The sharing of air space and quality is as fundamental a right as we can get since we drew our first breath at birth. Smoke is an utterly odious invasion of our sanctuary and freedom to function, a life-choking torture. Exposure is tolerated, but must be brief, infrequent and distant.
In this age of information the toxins in smoke are well known and documented. Among them the colourless and odourless carbon monoxide (CO) gas produced has 250 times the affinity of oxygen for haemoglobin in the blood, but unlike oxygen, which is carried from there to the rest of the body and released where needed, the CO holds on to the haemoglobin and prevents it from collecting oxygen in the lungs. (See, eg, https://en.wikipedia.org/wiki/Hemoglobin, which I certify to be accurate.)

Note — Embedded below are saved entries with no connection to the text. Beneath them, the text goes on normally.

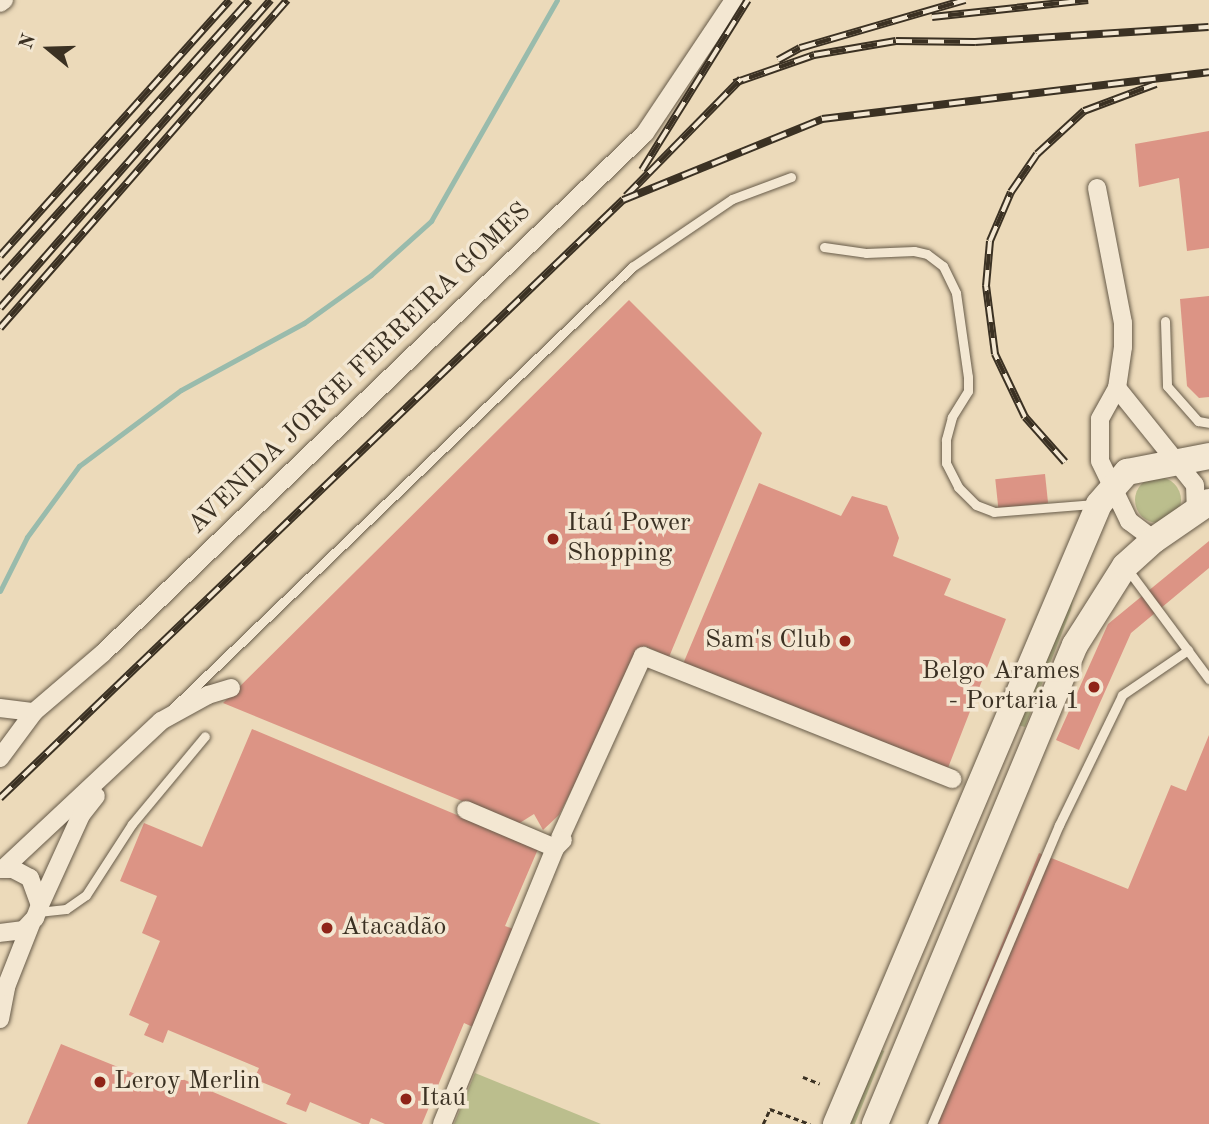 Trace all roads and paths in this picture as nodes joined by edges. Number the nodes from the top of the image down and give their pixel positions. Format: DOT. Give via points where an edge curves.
graph roads {
  1 [pos="4,0"];
  2 [pos="734,0"];
  3 [pos="0,3"];
  4 [pos="791,177"];
  5 [pos="1097,188"];
  6 [pos="824,247"];
  7 [pos="1165,321"];
  8 [pos="1117,388"];
  9 [pos="1209,423"];
  10 [pos="1209,456"];
  11 [pos="1171,460"];
  12 [pos="1106,494"];
  13 [pos="1203,505"];
  14 [pos="1154,540"];
  15 [pos="1125,566"];
  16 [pos="1188,650"];
  17 [pos="1209,679"];
  18 [pos="231,688"];
  19 [pos="0,708"];
  20 [pos="34,712"];
  21 [pos="160,721"];
  22 [pos="205,736"];
  23 [pos="0,758"];
  24 [pos="112,769"];
  25 [pos="953,779"];
  26 [pos="466,810"];
  27 [pos="559,842"];
  28 [pos="2,869"];
  29 [pos="36,913"];
  30 [pos="0,933"];
  31 [pos="0,1019"];
  32 [pos="803,1077"];
  33 [pos="820,1084"];
  34 [pos="442,1124"];
  35 [pos="763,1124"];
  36 [pos="810,1124"];
  37 [pos="836,1124"];
  38 [pos="875,1124"];
  39 [pos="932,1124"];
  1 -- 3 [label="street"];
  2 -- 20 [label="street, AVENIDA JORGE FERREIRA GOMES" via="645,133 103,653"];
  4 -- 21 [label="lane" via="732,199 632,267"];
  5 -- 8 [label="street" via="1123,323"];
  6 -- 12 [label="lane" via="866,253 914,251 943,266 956,293 968,377 968,391 952,417 946,440 946,463 958,487 976,505 993,512"];
  7 -- 9 [label="lane" via="1167,386 1198,421"];
  8 -- 11 [label="street"];
  8 -- 12 [label="street" via="1105,407 1098,435"];
  10 -- 11 [label="main road"];
  11 -- 12 [label="main road" via="1127,472"];
  11 -- 13 [label="street" via="1195,485"];
  12 -- 14 [label="street" via="1129,521"];
  12 -- 37 [label="main road"];
  13 -- 14 [label="main road"];
  14 -- 15 [label="main road"];
  15 -- 16 [label="lane"];
  15 -- 38 [label="main road" via="1075,645"];
  16 -- 17 [label="lane"];
  16 -- 39 [label="lane" via="1122,695 1059,825"];
  18 -- 21 [label="street"];
  19 -- 20 [label="street"];
  20 -- 23 [label="street, AVENIDA JORGE FERREIRA GOMES"];
  21 -- 24 [label="street"];
  22 -- 29 [label="lane" via="132,824 86,895 66,909"];
  24 -- 28 [label="street"];
  24 -- 29 [label="street" via="81,815"];
  25 -- 27 [label="street" via="643,656"];
  26 -- 27 [label="street"];
  27 -- 34 [label="street"];
  28 -- 29 [label="street" via="30,878"];
  29 -- 30 [label="street" via="15,933"];
  29 -- 31 [label="street" via="5,987"];
  32 -- 33 [label="path"];
  35 -- 36 [label="path" via="769,1109"];
}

So the Deputy Regional Chairman of Region 4 should not have to say they need “scientific evidence” to carry out their responsibility for the well-being of citizens. And the particles, whether the black soot or the more toxic white alkali oxides, make it eminently visible, so there is no excuse for inaction. The onus for legal action should not be on the sufferer of such evident pollution, but on the perpetrator after enforcement of the anti-pollution laws.
I would advise the sufferer of such pollution and the NDC to study Cap 20:05 of the Laws of Guyana, subsection 27 (1)(b) et seq, and get the agency who is supposed to know the science to address the issue. When a prohibition notice is issued the perpetrator must cease. If the perpetrator appeals, the prohibition stands until the appeal allows continuation.